• Aim of the exercise: Copy word for word the lines from the start of the records through the line that contains "Task: Serialize what", both included.

(Records provided Opens)

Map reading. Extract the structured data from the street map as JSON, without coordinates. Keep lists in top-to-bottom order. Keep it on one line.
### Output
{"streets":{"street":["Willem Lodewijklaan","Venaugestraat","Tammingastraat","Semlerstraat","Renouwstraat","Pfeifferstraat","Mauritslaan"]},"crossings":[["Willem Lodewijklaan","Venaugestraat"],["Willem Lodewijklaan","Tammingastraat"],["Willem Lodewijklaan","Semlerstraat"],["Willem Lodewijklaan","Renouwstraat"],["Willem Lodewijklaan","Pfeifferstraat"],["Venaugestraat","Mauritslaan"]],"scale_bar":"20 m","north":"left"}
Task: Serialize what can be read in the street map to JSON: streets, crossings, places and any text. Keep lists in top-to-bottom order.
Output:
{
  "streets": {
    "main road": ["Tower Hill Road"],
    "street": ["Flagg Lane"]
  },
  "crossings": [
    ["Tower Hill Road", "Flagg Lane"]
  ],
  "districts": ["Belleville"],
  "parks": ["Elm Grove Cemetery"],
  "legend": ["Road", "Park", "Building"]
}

(Records provided Closes)

• Output below:
Map reading. Extract the structured data from the street map as JSON, without coordinates. Keep lists in top-to-bottom order. Keep it on one line.
### Output
{"streets":{"street":["Willem Lodewijklaan","Venaugestraat","Tammingastraat","Semlerstraat","Renouwstraat","Pfeifferstraat","Mauritslaan"]},"crossings":[["Willem Lodewijklaan","Venaugestraat"],["Willem Lodewijklaan","Tammingastraat"],["Willem Lodewijklaan","Semlerstraat"],["Willem Lodewijklaan","Renouwstraat"],["Willem Lodewijklaan","Pfeifferstraat"],["Venaugestraat","Mauritslaan"]],"scale_bar":"20 m","north":"left"}
Task: Serialize what can be read in the street map to JSON: streets, crossings, places and any text. Keep lists in top-to-bottom order.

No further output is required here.